Cross-transport derived ltk/csrk/irk are reported to bluetoothd from
kernel with BR/EDR address type, and bluetoothd doesn't treat it as LE
paired/bonded. In this case, bluetoothd won't send remove bond operation
with LE address type to kernel when executing unpair, so SMP keys are
retained in kernel list. Then RPA is getting resolved since we still
have irk which was not deleted when unpair device is done because only
link key is deleted since addr type is bredr.
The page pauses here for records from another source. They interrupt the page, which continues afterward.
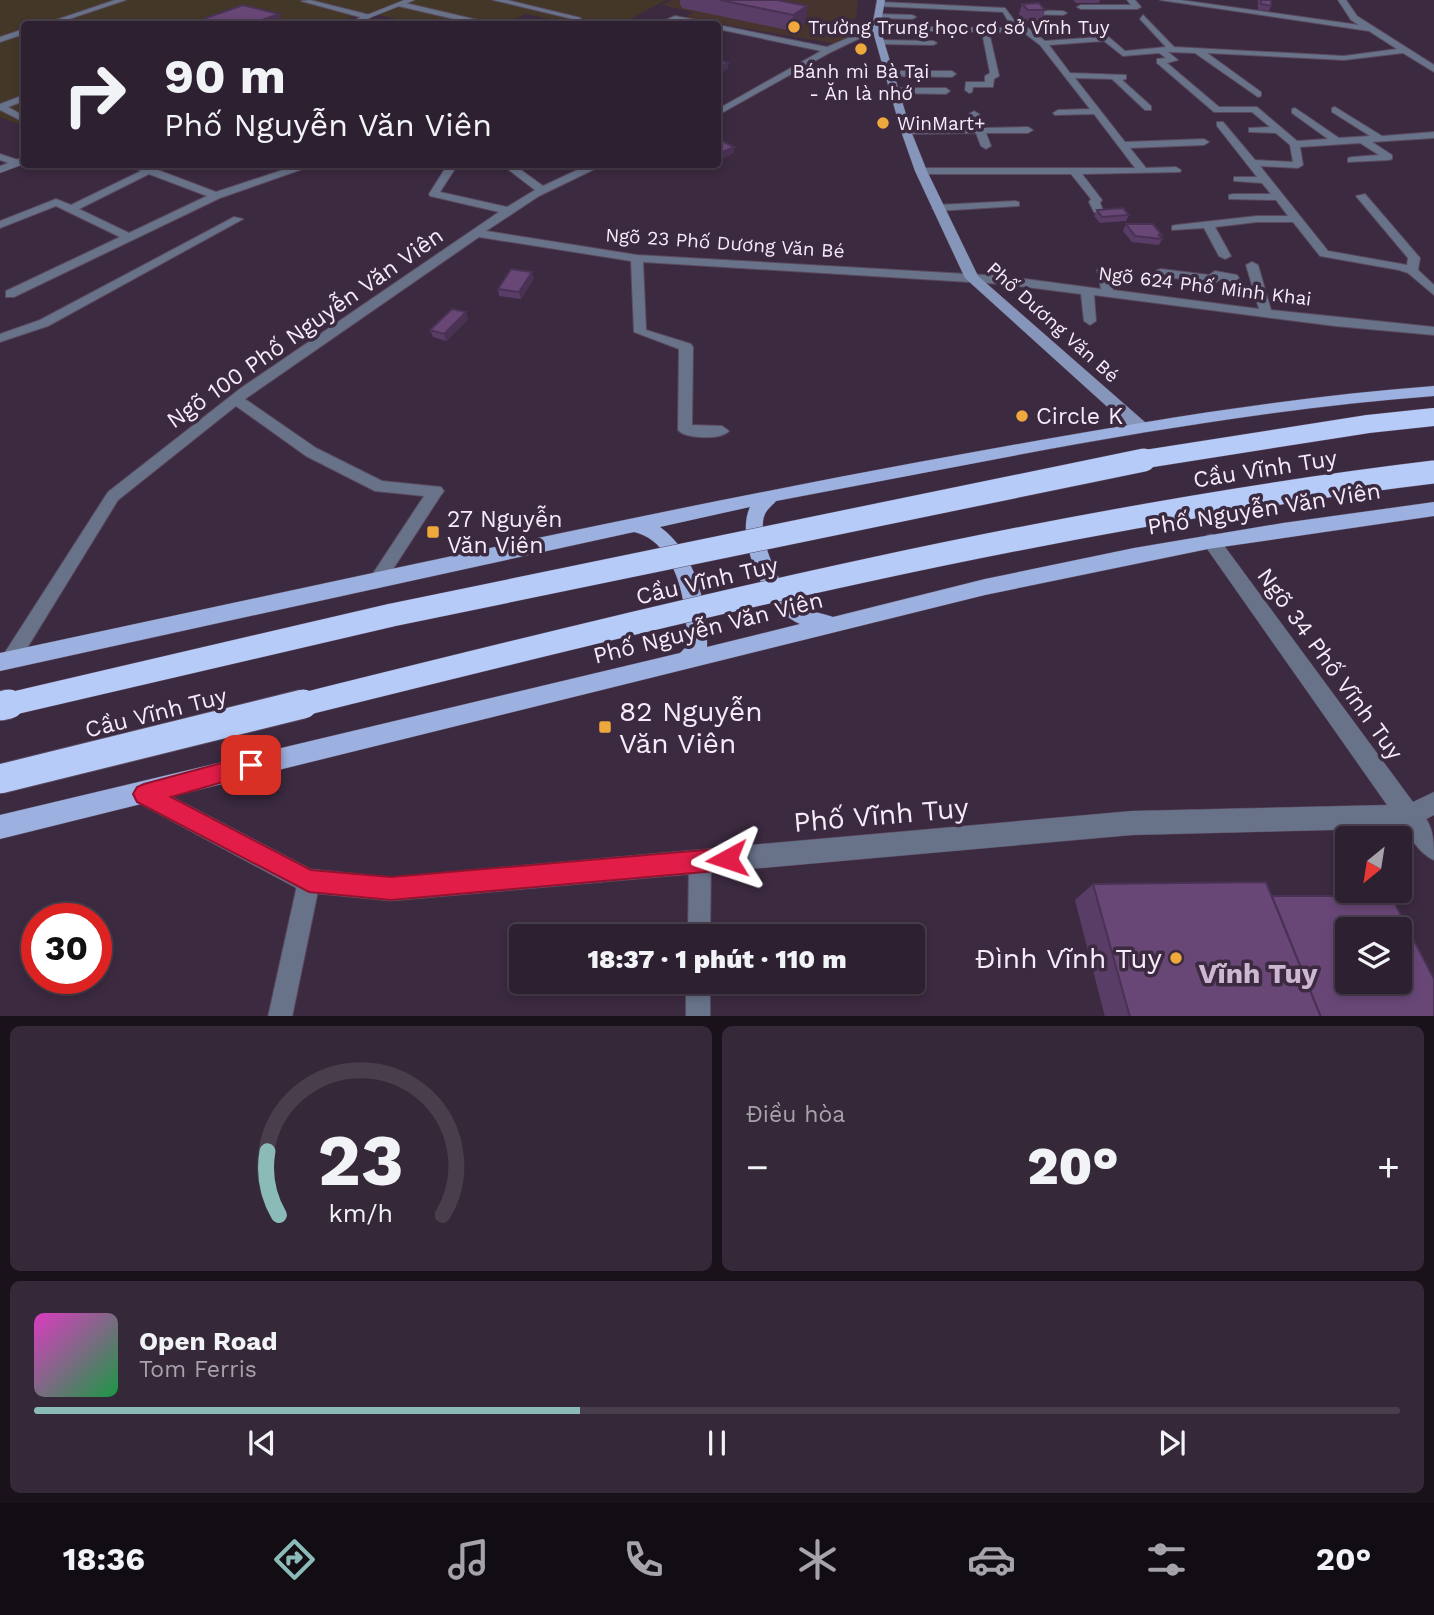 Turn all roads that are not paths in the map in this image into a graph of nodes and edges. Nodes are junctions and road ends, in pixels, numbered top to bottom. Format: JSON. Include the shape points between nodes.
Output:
{"nodes":[{"id":1,"x":122,"y":0,"type":"edge"},
{"id":2,"x":411,"y":0,"type":"edge"},
{"id":3,"x":497,"y":0,"type":"edge"},
{"id":4,"x":1131,"y":0,"type":"edge"},
{"id":5,"x":1164,"y":0,"type":"edge"},
{"id":6,"x":1342,"y":0,"type":"edge"},
{"id":7,"x":305,"y":1,"type":"edge"},
{"id":8,"x":1204,"y":3,"type":"edge"},
{"id":9,"x":401,"y":4,"type":"junction"},
{"id":10,"x":961,"y":4,"type":"edge"},
{"id":11,"x":1081,"y":7,"type":"dead end"},
{"id":12,"x":879,"y":12,"type":"edge"},
{"id":13,"x":1006,"y":12,"type":"junction"},
{"id":14,"x":1274,"y":12,"type":"junction"},
{"id":15,"x":1063,"y":13,"type":"dead end"},
{"id":16,"x":366,"y":17,"type":"junction"},
{"id":17,"x":912,"y":17,"type":"dead end"},
{"id":18,"x":1143,"y":17,"type":"dead end"},
{"id":19,"x":577,"y":18,"type":"dead end"},
{"id":20,"x":57,"y":21,"type":"edge"},
{"id":21,"x":356,"y":21,"type":"edge"},
{"id":22,"x":471,"y":21,"type":"edge"},
{"id":23,"x":668,"y":21,"type":"edge"},
{"id":24,"x":691,"y":21,"type":"edge"},
{"id":25,"x":1101,"y":25,"type":"dead end"},
{"id":26,"x":1280,"y":27,"type":"dead end"},
{"id":27,"x":721,"y":28,"type":"edge"},
{"id":28,"x":985,"y":29,"type":"junction"},
{"id":29,"x":1017,"y":29,"type":"junction"},
{"id":30,"x":1373,"y":29,"type":"junction"},
{"id":31,"x":21,"y":33,"type":"edge"},
{"id":32,"x":0,"y":40,"type":"edge"},
{"id":33,"x":1106,"y":40,"type":"junction"},
{"id":34,"x":881,"y":42,"type":"junction"},
{"id":35,"x":1043,"y":43,"type":"junction"},
{"id":36,"x":933,"y":46,"type":"dead end"},
{"id":37,"x":828,"y":50,"type":"junction"},
{"id":38,"x":1166,"y":50,"type":"junction"},
{"id":39,"x":1197,"y":50,"type":"junction"},
{"id":40,"x":1406,"y":50,"type":"junction"},
{"id":41,"x":1434,"y":69,"type":"edge"},
{"id":42,"x":890,"y":74,"type":"junction"},
{"id":43,"x":952,"y":74,"type":"dead end"},
{"id":44,"x":1068,"y":75,"type":"junction"},
{"id":45,"x":969,"y":90,"type":"dead end"},
{"id":46,"x":947,"y":91,"type":"dead end"},
{"id":47,"x":895,"y":92,"type":"junction"},
{"id":48,"x":1258,"y":94,"type":"dead end"},
{"id":49,"x":21,"y":99,"type":"edge"},
{"id":50,"x":0,"y":107,"type":"edge"},
{"id":51,"x":1148,"y":108,"type":"dead end"},
{"id":52,"x":1335,"y":110,"type":"dead end"},
{"id":53,"x":721,"y":111,"type":"edge"},
{"id":54,"x":1096,"y":111,"type":"junction"},
{"id":55,"x":1295,"y":111,"type":"dead end"},
{"id":56,"x":1058,"y":113,"type":"dead end"},
{"id":57,"x":974,"y":114,"type":"dead end"},
{"id":58,"x":21,"y":118,"type":"edge"},
{"id":59,"x":1220,"y":124,"type":"dead end"},
{"id":60,"x":1028,"y":130,"type":"dead end"},
{"id":61,"x":1252,"y":130,"type":"dead end"},
{"id":62,"x":1278,"y":130,"type":"junction"},
{"id":63,"x":906,"y":131,"type":"junction"},
{"id":64,"x":980,"y":131,"type":"junction"},
{"id":65,"x":1434,"y":135,"type":"edge"},
{"id":66,"x":1381,"y":139,"type":"junction"},
{"id":67,"x":1364,"y":141,"type":"junction"},
{"id":68,"x":1204,"y":142,"type":"dead end"},
{"id":69,"x":1338,"y":142,"type":"junction"},
{"id":70,"x":1295,"y":144,"type":"junction"},
{"id":71,"x":1123,"y":145,"type":"junction"},
{"id":72,"x":986,"y":146,"type":"dead end"},
{"id":73,"x":0,"y":157,"type":"edge"},
{"id":74,"x":1352,"y":160,"type":"dead end"},
{"id":75,"x":21,"y":162,"type":"edge"},
{"id":76,"x":1252,"y":163,"type":"junction"},
{"id":77,"x":141,"y":168,"type":"edge"},
{"id":78,"x":300,"y":168,"type":"edge"},
{"id":79,"x":450,"y":168,"type":"edge"},
{"id":80,"x":511,"y":168,"type":"edge"},
{"id":81,"x":591,"y":168,"type":"edge"},
{"id":82,"x":0,"y":170,"type":"edge"},
{"id":83,"x":1176,"y":170,"type":"dead end"},
{"id":84,"x":148,"y":171,"type":"junction"},
{"id":85,"x":1074,"y":171,"type":"junction"},
{"id":86,"x":1143,"y":171,"type":"junction"},
{"id":87,"x":921,"y":172,"type":"junction"},
{"id":88,"x":1238,"y":179,"type":"dead end"},
{"id":89,"x":1266,"y":180,"type":"junction"},
{"id":90,"x":541,"y":190,"type":"junction"},
{"id":91,"x":216,"y":196,"type":"junction"},
{"id":92,"x":1361,"y":196,"type":"dead end"},
{"id":93,"x":1233,"y":197,"type":"dead end"},
{"id":94,"x":1279,"y":197,"type":"junction"},
{"id":95,"x":1015,"y":204,"type":"dead end"},
{"id":96,"x":937,"y":208,"type":"junction"},
{"id":97,"x":71,"y":209,"type":"junction"},
{"id":98,"x":507,"y":210,"type":"junction"},
{"id":99,"x":1098,"y":210,"type":"edge"},
{"id":100,"x":238,"y":219,"type":"dead end"},
{"id":101,"x":1297,"y":219,"type":"junction"},
{"id":102,"x":0,"y":225,"type":"edge"},
{"id":103,"x":1208,"y":225,"type":"junction"},
{"id":104,"x":1176,"y":228,"type":"dead end"},
{"id":105,"x":477,"y":233,"type":"junction"},
{"id":106,"x":129,"y":237,"type":"junction"},
{"id":107,"x":1224,"y":256,"type":"dead end"},
{"id":108,"x":637,"y":258,"type":"junction"},
{"id":109,"x":1252,"y":265,"type":"dead end"},
{"id":110,"x":1102,"y":270,"type":"dead end"},
{"id":111,"x":1412,"y":271,"type":"junction"},
{"id":112,"x":1161,"y":273,"type":"dead end"},
{"id":113,"x":972,"y":278,"type":"junction"},
{"id":114,"x":1259,"y":289,"type":"junction"},
{"id":115,"x":1087,"y":290,"type":"junction"},
{"id":116,"x":1434,"y":292,"type":"edge"},
{"id":117,"x":1108,"y":293,"type":"junction"},
{"id":118,"x":10,"y":295,"type":"dead end"},
{"id":119,"x":1266,"y":313,"type":"junction"},
{"id":120,"x":1090,"y":321,"type":"dead end"},
{"id":121,"x":1434,"y":331,"type":"edge"},
{"id":122,"x":0,"y":338,"type":"edge"},
{"id":123,"x":1434,"y":391,"type":"edge"},
{"id":124,"x":236,"y":399,"type":"junction"},
{"id":125,"x":1434,"y":417,"type":"edge"},
{"id":126,"x":1140,"y":427,"type":"junction"},
{"id":127,"x":722,"y":431,"type":"dead end"},
{"id":128,"x":1434,"y":472,"type":"edge"},
{"id":129,"x":772,"y":496,"type":"junction"},
{"id":130,"x":1434,"y":509,"type":"edge"},
{"id":131,"x":632,"y":525,"type":"junction"},
{"id":132,"x":1212,"y":541,"type":"junction"},
{"id":133,"x":376,"y":581,"type":"junction"},
{"id":134,"x":837,"y":624,"type":"junction"},
{"id":135,"x":687,"y":659,"type":"junction"},
{"id":136,"x":5,"y":661,"type":"edge"},
{"id":137,"x":0,"y":706,"type":"edge"},
{"id":138,"x":0,"y":779,"type":"edge"},
{"id":139,"x":144,"y":794,"type":"junction"},
{"id":140,"x":1434,"y":803,"type":"edge"},
{"id":141,"x":1409,"y":816,"type":"junction"},
{"id":142,"x":0,"y":827,"type":"edge"},
{"id":143,"x":1434,"y":849,"type":"edge"},
{"id":144,"x":700,"y":861,"type":"junction"},
{"id":145,"x":309,"y":881,"type":"junction"},
{"id":146,"x":699,"y":924,"type":"edge"},
{"id":147,"x":698,"y":994,"type":"edge"},
{"id":148,"x":279,"y":1016,"type":"edge"},
{"id":149,"x":698,"y":1016,"type":"edge"}],
"edges":[{"from":1,"to":20,"type":"lane"},
{"from":2,"to":9,"type":"street"},
{"from":3,"to":19,"type":"lane"},
{"from":4,"to":11,"type":"lane","via":[[1137,7]]},
{"from":5,"to":8,"type":"lane"},
{"from":6,"to":30,"type":"lane","via":[[1354,18]]},
{"from":7,"to":16,"type":"lane"},
{"from":8,"to":14,"type":"lane"},
{"from":9,"to":16,"type":"street"},
{"from":9,"to":22,"type":"lane"},
{"from":10,"to":12,"type":"lane"},
{"from":10,"to":13,"type":"lane"},
{"from":12,"to":17,"type":"lane"},
{"from":12,"to":28,"type":"lane"},
{"from":12,"to":34,"type":"street","name":"Phố Dương Văn Bé"},
{"from":12,"to":37,"type":"lane"},
{"from":13,"to":15,"type":"lane"},
{"from":13,"to":29,"type":"lane"},
{"from":14,"to":26,"type":"lane","via":[[1285,24],[1276,24]]},
{"from":14,"to":30,"type":"lane"},
{"from":16,"to":21,"type":"street"},
{"from":18,"to":38,"type":"lane"},
{"from":23,"to":24,"type":"lane"},
{"from":25,"to":33,"type":"lane","via":[[1090,26]]},
{"from":27,"to":37,"type":"lane"},
{"from":28,"to":29,"type":"lane"},
{"from":28,"to":45,"type":"lane","via":[[995,76],[989,76],[990,85],[969,84]]},
{"from":29,"to":35,"type":"lane"},
{"from":30,"to":40,"type":"lane"},
{"from":31,"to":32,"type":"lane"},
{"from":33,"to":35,"type":"lane"},
{"from":33,"to":38,"type":"lane","via":[[1123,54]]},
{"from":34,"to":36,"type":"lane"},
{"from":34,"to":42,"type":"street","name":"Phố Dương Văn Bé"},
{"from":35,"to":44,"type":"lane"},
{"from":37,"to":53,"type":"lane"},
{"from":38,"to":39,"type":"lane"},
{"from":38,"to":62,"type":"lane","via":[[1174,60],[1160,61],[1217,110],[1254,109]]},
{"from":39,"to":40,"type":"lane","via":[[1344,58]]},
{"from":39,"to":48,"type":"lane"},
{"from":40,"to":41,"type":"lane"},
{"from":42,"to":43,"type":"lane"},
{"from":42,"to":47,"type":"street","name":"Phố Dương Văn Bé"},
{"from":44,"to":51,"type":"lane","via":[[1119,78]]},
{"from":44,"to":54,"type":"lane"},
{"from":46,"to":47,"type":"lane"},
{"from":47,"to":63,"type":"street","name":"Phố Dương Văn Bé"},
{"from":49,"to":50,"type":"lane"},
{"from":50,"to":58,"type":"lane"},
{"from":52,"to":66,"type":"lane"},
{"from":54,"to":56,"type":"lane"},
{"from":54,"to":71,"type":"lane"},
{"from":55,"to":69,"type":"lane"},
{"from":57,"to":64,"type":"lane"},
{"from":59,"to":76,"type":"lane"},
{"from":60,"to":64,"type":"lane"},
{"from":61,"to":62,"type":"lane"},
{"from":62,"to":70,"type":"lane"},
{"from":63,"to":64,"type":"lane"},
{"from":63,"to":87,"type":"street","name":"Phố Dương Văn Bé"},
{"from":64,"to":72,"type":"lane"},
{"from":65,"to":66,"type":"lane"},
{"from":66,"to":67,"type":"lane"},
{"from":67,"to":69,"type":"lane"},
{"from":67,"to":74,"type":"lane","via":[[1389,157]]},
{"from":68,"to":71,"type":"lane"},
{"from":69,"to":70,"type":"lane"},
{"from":70,"to":76,"type":"lane","via":[[1298,165]]},
{"from":71,"to":86,"type":"lane"},
{"from":73,"to":75,"type":"lane"},
{"from":75,"to":82,"type":"street"},
{"from":76,"to":89,"type":"lane"},
{"from":77,"to":84,"type":"lane"},
{"from":78,"to":91,"type":"lane"},
{"from":79,"to":98,"type":"lane","via":[[434,194]]},
{"from":80,"to":90,"type":"lane"},
{"from":81,"to":90,"type":"lane","name":"Ngõ 100 Phố Nguyễn Văn Viên"},
{"from":83,"to":86,"type":"lane"},
{"from":84,"to":91,"type":"lane"},
{"from":84,"to":97,"type":"lane"},
{"from":85,"to":86,"type":"lane"},
{"from":85,"to":87,"type":"lane"},
{"from":85,"to":99,"type":"lane","via":[[1097,201]]},
{"from":87,"to":96,"type":"street","name":"Phố Dương Văn Bé"},
{"from":88,"to":89,"type":"lane"},
{"from":89,"to":94,"type":"lane"},
{"from":90,"to":98,"type":"lane","name":"Ngõ 100 Phố Nguyễn Văn Viên"},
{"from":91,"to":106,"type":"lane"},
{"from":92,"to":111,"type":"lane","via":[[1413,258]]},
{"from":93,"to":94,"type":"lane"},
{"from":94,"to":101,"type":"lane"},
{"from":95,"to":96,"type":"lane"},
{"from":96,"to":113,"type":"street","name":"Phố Dương Văn Bé"},
{"from":97,"to":102,"type":"lane","via":[[56,202]]},
{"from":97,"to":106,"type":"lane"},
{"from":98,"to":105,"type":"lane","name":"Ngõ 100 Phố Nguyễn Văn Viên"},
{"from":100,"to":122,"type":"lane","via":[[44,323]]},
{"from":101,"to":103,"type":"lane"},
{"from":101,"to":111,"type":"lane","via":[[1324,254]]},
{"from":103,"to":104,"type":"lane"},
{"from":103,"to":107,"type":"lane"},
{"from":105,"to":108,"type":"lane","name":"Ngõ 23 Phố Dương Văn Bé"},
{"from":105,"to":124,"type":"lane","name":"Ngõ 100 Phố Nguyễn Văn Viên"},
{"from":106,"to":118,"type":"lane"},
{"from":108,"to":113,"type":"lane","name":"Ngõ 23 Phố Dương Văn Bé"},
{"from":108,"to":127,"type":"lane","via":[[640,332],[685,347],[685,430]]},
{"from":109,"to":114,"type":"lane"},
{"from":110,"to":117,"type":"lane"},
{"from":111,"to":116,"type":"lane"},
{"from":112,"to":114,"type":"lane","via":[[1215,279],[1215,275],[1233,276],[1234,285]]},
{"from":113,"to":115,"type":"lane","name":"Ngõ 624 Phố Minh Khai"},
{"from":113,"to":126,"type":"street","name":"Phố Dương Văn Bé"},
{"from":114,"to":119,"type":"lane"},
{"from":115,"to":117,"type":"lane","name":"Ngõ 624 Phố Minh Khai"},
{"from":115,"to":120,"type":"lane"},
{"from":117,"to":119,"type":"lane","name":"Ngõ 624 Phố Minh Khai","via":[[1216,312]]},
{"from":119,"to":121,"type":"lane","name":"Ngõ 624 Phố Minh Khai"},
{"from":123,"to":126,"type":"main road"},
{"from":124,"to":133,"type":"lane","via":[[311,452],[380,487],[436,491]]},
{"from":124,"to":136,"type":"lane","name":"Ngõ 100 Phố Nguyễn Văn Viên","via":[[113,496]]},
{"from":125,"to":137,"type":"highway","name":"Cầu Vĩnh Tuy","bridge":true,"via":[[1116,464],[391,615]]},
{"from":126,"to":129,"type":"main road"},
{"from":128,"to":138,"type":"highway","name":"Cầu Vĩnh Tuy","bridge":true,"via":[[1317,486],[1016,539],[558,641]]},
{"from":129,"to":131,"type":"main road"},
{"from":129,"to":134,"type":"main road","via":[[756,512],[753,531],[767,574],[789,608],[808,620]]},
{"from":130,"to":132,"type":"main road","name":"Phố Nguyễn Văn Viên"},
{"from":131,"to":133,"type":"main road"},
{"from":131,"to":135,"type":"main road","via":[[654,531],[669,544],[688,584],[698,632],[697,650]]},
{"from":132,"to":134,"type":"main road","name":"Phố Nguyễn Văn Viên","via":[[944,594]]},
{"from":132,"to":141,"type":"street","name":"Ngõ 34 Phố Vĩnh Tuy"},
{"from":133,"to":136,"type":"main road"},
{"from":134,"to":135,"type":"main road","name":"Phố Nguyễn Văn Viên"},
{"from":135,"to":139,"type":"main road","name":"Phố Nguyễn Văn Viên"},
{"from":139,"to":142,"type":"main road","name":"Phố Nguyễn Văn Viên"},
{"from":139,"to":145,"type":"street","name":"Phố Vĩnh Tuy"},
{"from":140,"to":141,"type":"street","name":"Phố Vĩnh Tuy"},
{"from":141,"to":143,"type":"lane"},
{"from":141,"to":144,"type":"street","name":"Phố Vĩnh Tuy","via":[[1132,823]]},
{"from":144,"to":145,"type":"street","name":"Phố Vĩnh Tuy","via":[[391,889]]},
{"from":144,"to":146,"type":"lane"},
{"from":145,"to":148,"type":"lane"},
{"from":147,"to":149,"type":"lane"}]}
What’s more, pair LE of the same address will always fail in kernel
for ltk existence, and send back AlreadyExists error, but device state
is still unpaired/unbonded in bluetoothd.
So bluetoothd needs to consider LE paired/bonded when receiving SMP keys
even if they are cross-transport derived.
---
src/adapter.c | 53 ++++++++++++++++++++++++++++++++++++++-------------
1 file changed, 40 insertions(+), 13 deletions(-)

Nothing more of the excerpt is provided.